[发明专利]一种融合蛋白及其制备司美格鲁肽中间体多肽的方法

权利要求书

1.一种融合肽，其特征在于，所述的融合肽序列如SEQ ID NO:5所示。

2.一种融合蛋白，其特征在于：所述融合蛋白包含权利要求1所述的融合肽，所述融合蛋白为融合肽-DDDDK-Arg34GLP-1(9-37)或融合肽-DDDDK-Arg34GLP-1(11-37)；

所述Arg34GLP-1(9-37)的氨基酸序列如SEQ ID NO:1所示；

所述Arg34GLP-1(11-37)的氨基酸序列如SEQ ID NO:2所示。

3.编码权利要求2所述融合蛋白的基因。

4.一种重组表达载体，其特征在于：含有权利要求3所述基因。

5.根据权利要求4所述的重组表达载体，其特征在于：所述重组表达载体为pET系列、Duet系列、pGEX系列、pHY300、pHY300PLK、pPIC3K、pPIC9K或pTrc系列载体；所述pET系列载体为pET-24a(+)、pET-28a(+)、pET-29a(+)、pET-30a(+)；所述Duet系列载体为pRSFDuet-1、pCDFDuet-1；所述pTrc系列载体为pTrc99a。

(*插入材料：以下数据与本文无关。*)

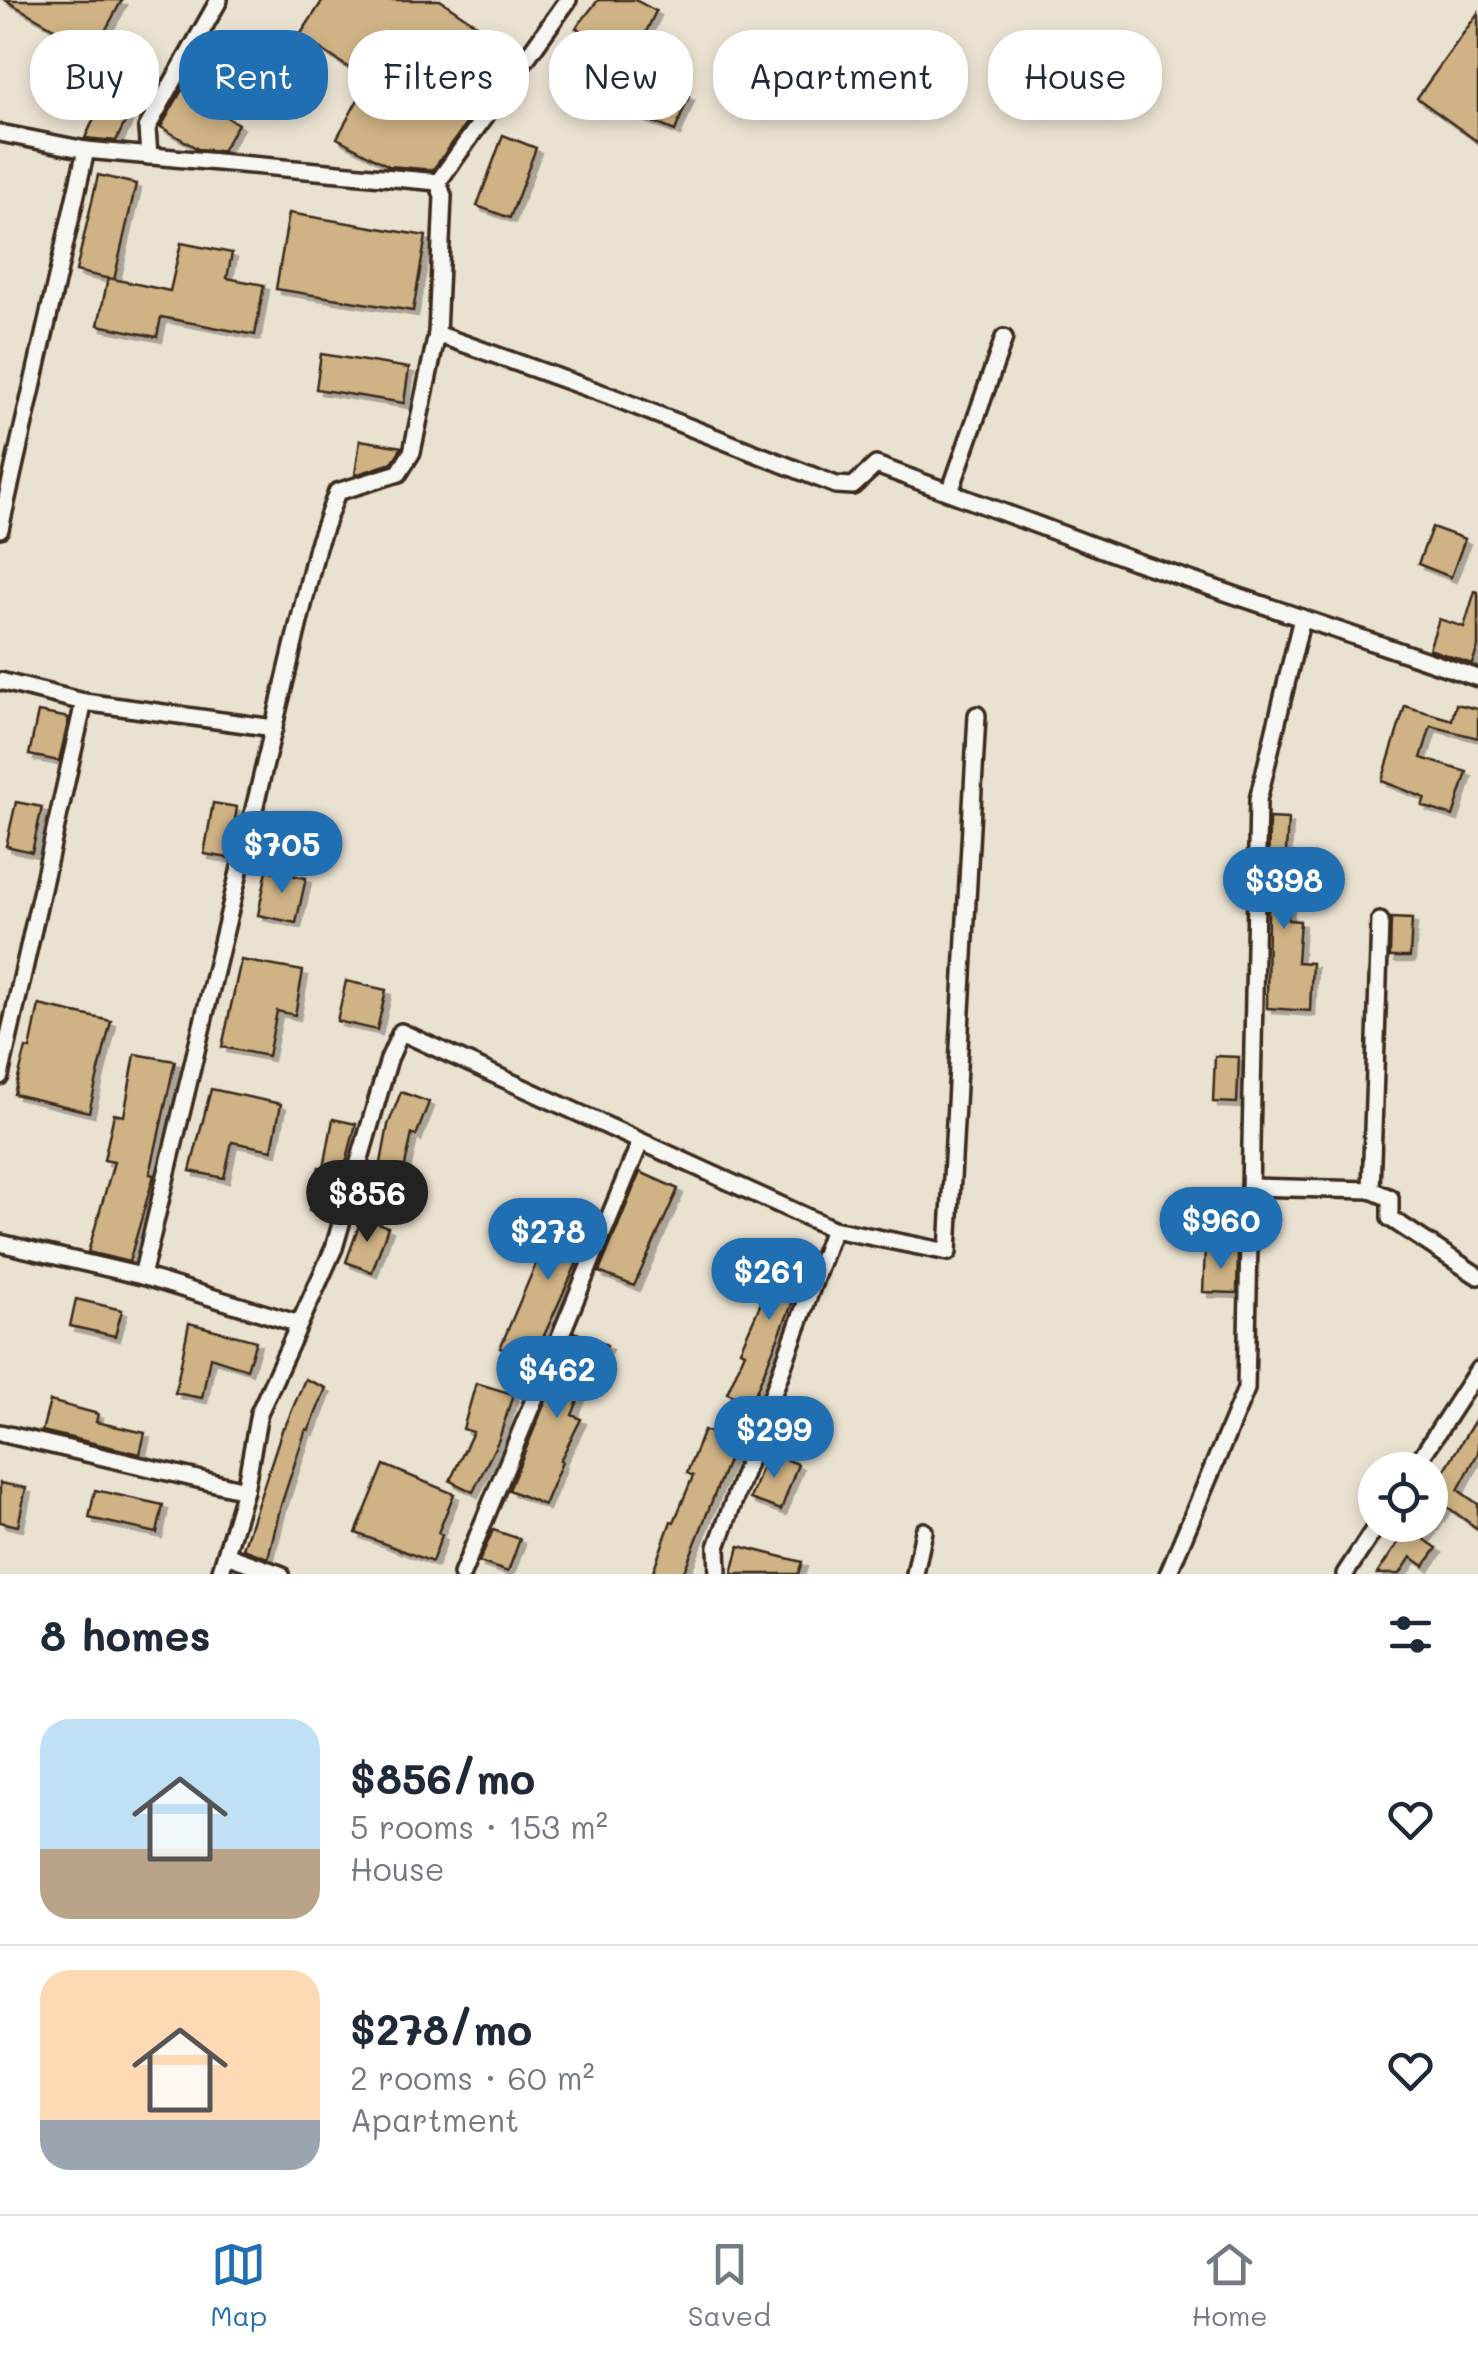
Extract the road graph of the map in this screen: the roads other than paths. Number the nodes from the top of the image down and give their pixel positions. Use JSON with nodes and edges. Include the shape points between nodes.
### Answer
{"nodes":[{"id":1,"x":219,"y":0,"type":"edge"},
{"id":2,"x":568,"y":0,"type":"edge"},
{"id":3,"x":0,"y":133,"type":"edge"},
{"id":4,"x":86,"y":150,"type":"junction"},
{"id":5,"x":149,"y":156,"type":"junction"},
{"id":6,"x":438,"y":182,"type":"junction"},
{"id":7,"x":436,"y":334,"type":"junction"},
{"id":8,"x":1004,"y":338,"type":"dead end"},
{"id":9,"x":950,"y":492,"type":"junction"},
{"id":10,"x":0,"y":529,"type":"edge"},
{"id":11,"x":1302,"y":618,"type":"junction"},
{"id":12,"x":1478,"y":678,"type":"edge"},
{"id":13,"x":0,"y":680,"type":"edge"},
{"id":14,"x":84,"y":702,"type":"junction"},
{"id":15,"x":976,"y":716,"type":"dead end"},
{"id":16,"x":274,"y":728,"type":"junction"},
{"id":17,"x":1380,"y":921,"type":"dead end"},
{"id":18,"x":0,"y":1076,"type":"edge"},
{"id":19,"x":640,"y":1144,"type":"junction"},
{"id":20,"x":1250,"y":1187,"type":"junction"},
{"id":21,"x":1371,"y":1190,"type":"junction"},
{"id":22,"x":833,"y":1229,"type":"junction"},
{"id":23,"x":0,"y":1243,"type":"edge"},
{"id":24,"x":142,"y":1276,"type":"junction"},
{"id":25,"x":1478,"y":1276,"type":"edge"},
{"id":26,"x":298,"y":1324,"type":"junction"},
{"id":27,"x":1478,"y":1370,"type":"edge"},
{"id":28,"x":0,"y":1433,"type":"edge"},
{"id":29,"x":1425,"y":1452,"type":"edge"},
{"id":30,"x":244,"y":1490,"type":"junction"},
{"id":31,"x":924,"y":1531,"type":"dead end"},
{"id":32,"x":1366,"y":1542,"type":"edge"},
{"id":33,"x":226,"y":1555,"type":"junction"},
{"id":34,"x":220,"y":1574,"type":"edge"},
{"id":35,"x":280,"y":1574,"type":"edge"},
{"id":36,"x":462,"y":1574,"type":"edge"},
{"id":37,"x":718,"y":1574,"type":"edge"},
{"id":38,"x":914,"y":1574,"type":"edge"},
{"id":39,"x":1168,"y":1574,"type":"edge"},
{"id":40,"x":1345,"y":1574,"type":"edge"}],
"edges":[{"from":1,"to":5,"type":"street","via":[[147,128]]},
{"from":2,"to":6,"type":"street"},
{"from":3,"to":4,"type":"street"},
{"from":4,"to":5,"type":"street"},
{"from":4,"to":10,"type":"street"},
{"from":5,"to":6,"type":"street"},
{"from":6,"to":7,"type":"street","via":[[443,196]]},
{"from":7,"to":9,"type":"street","via":[[836,485],[853,486],[876,465]]},
{"from":7,"to":16,"type":"street","via":[[412,452],[399,473],[337,492],[317,547]]},
{"from":8,"to":9,"type":"street"},
{"from":9,"to":11,"type":"street"},
{"from":11,"to":12,"type":"street"},
{"from":11,"to":20,"type":"street","via":[[1258,800]]},
{"from":13,"to":14,"type":"street"},
{"from":14,"to":16,"type":"street"},
{"from":14,"to":18,"type":"street"},
{"from":15,"to":22,"type":"street","via":[[948,1252]]},
{"from":16,"to":24,"type":"street"},
{"from":17,"to":21,"type":"street"},
{"from":19,"to":22,"type":"street"},
{"from":19,"to":26,"type":"street","via":[[401,1032],[334,1248]]},
{"from":19,"to":36,"type":"street"},
{"from":20,"to":21,"type":"street"},
{"from":20,"to":39,"type":"street","via":[[1246,1389]]},
{"from":21,"to":25,"type":"street","via":[[1390,1198],[1390,1218]]},
{"from":22,"to":37,"type":"street","via":[[716,1546]]},
{"from":23,"to":24,"type":"street"},
{"from":24,"to":26,"type":"street"},
{"from":26,"to":30,"type":"street","via":[[259,1413]]},
{"from":27,"to":29,"type":"street"},
{"from":28,"to":30,"type":"street"},
{"from":30,"to":33,"type":"street"},
{"from":31,"to":38,"type":"street"},
{"from":32,"to":40,"type":"street"},
{"from":33,"to":34,"type":"street"},
{"from":33,"to":35,"type":"street"}]}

6.表达权利要求2所述融合蛋白或含有权利要求3所述基因的重组微生物细胞。

7.根据权利要求6所述的微生物细胞，其特征在于，所述微生物细胞的宿主为大肠杆菌、枯草芽孢杆菌或毕赤酵母；所述大肠杆菌为大肠杆菌JM109(DE3)、大肠杆菌HMS174(DE3)、大肠杆菌BL21(DE3)、大肠杆菌Rostta2(DE3)、大肠杆菌Rosttagami(DE3)、大肠杆菌Rostta2(DE3)、大肠杆菌DH5α、大肠杆菌W3110和/或大肠杆菌K12。

8.制备司美格鲁肽中间体多肽Arg34GLP-1(9-37)的方法，其特征在于，利用权利要求6或7所述重组微生物细胞发酵生产司美格鲁肽中间体多肽Arg34GLP-1(9-37)。

9.根据权利要求8所述的方法，其特征在于：将所述重组微生物细胞在35～40℃下培养10～12h，得到种子液，然后按照0.1％～2％(v/v)的接种量接入TB培养基中培养至发酵液OD₆₀₀值达到6～8时，加入终浓度为0.05～1mM的IPTG进行诱导，在25～40℃下诱导14～18h后结束发酵，将发酵后的菌体破碎并提取、酶切得到司美格鲁肽中间体多肽Arg34GLP-1(9-37)。

10.根据权利要求8所述的方法，其特征在于：将所述重组微生物细胞在LB培养基中35～40℃下培养8～12h，得到细胞种子液，将细胞种子液接入基础发酵培养基进一步培养8～12h得到二级种子液，然后接入含有基础发酵培养基中进行培养；当发酵液OD₆₀₀的值达到100～200时，加入终浓度为0.05～1mM的IPTG进行诱导，在25～40℃下诱导8～18h后结束发酵，收集菌体，将菌体破碎并提取、酶切得到司美格鲁肽中间体多肽Arg34GLP-1(9-37)。

11.根据权利要求9或10的方法，其特征在于，将菌体破碎后离心收集得到包涵体沉淀，将包涵体利用洗涤缓冲液进行洗涤，将洗涤后的包涵体在pH为6.0～10.0的条件下，按照蛋白浓度为5～55g/L加入包涵体溶解缓冲液，进行溶解，将溶解后的融合蛋白经肠激酶在30～35℃下酶解20～24h后即可得到中间体多肽、标签和连接肽的混合液，将混合液分离后即可获得纯度符合要求的中间体多肽样品。

12.权利要求1所述融合肽，或权利要求2所述融合蛋白，或权利要求3所述基因，或权利要求4或5所述重组表达载体，或权利要求6或7所述微生物细胞在制备司美格鲁肽中间体多肽Arg34GLP-1(9-37)中的应用。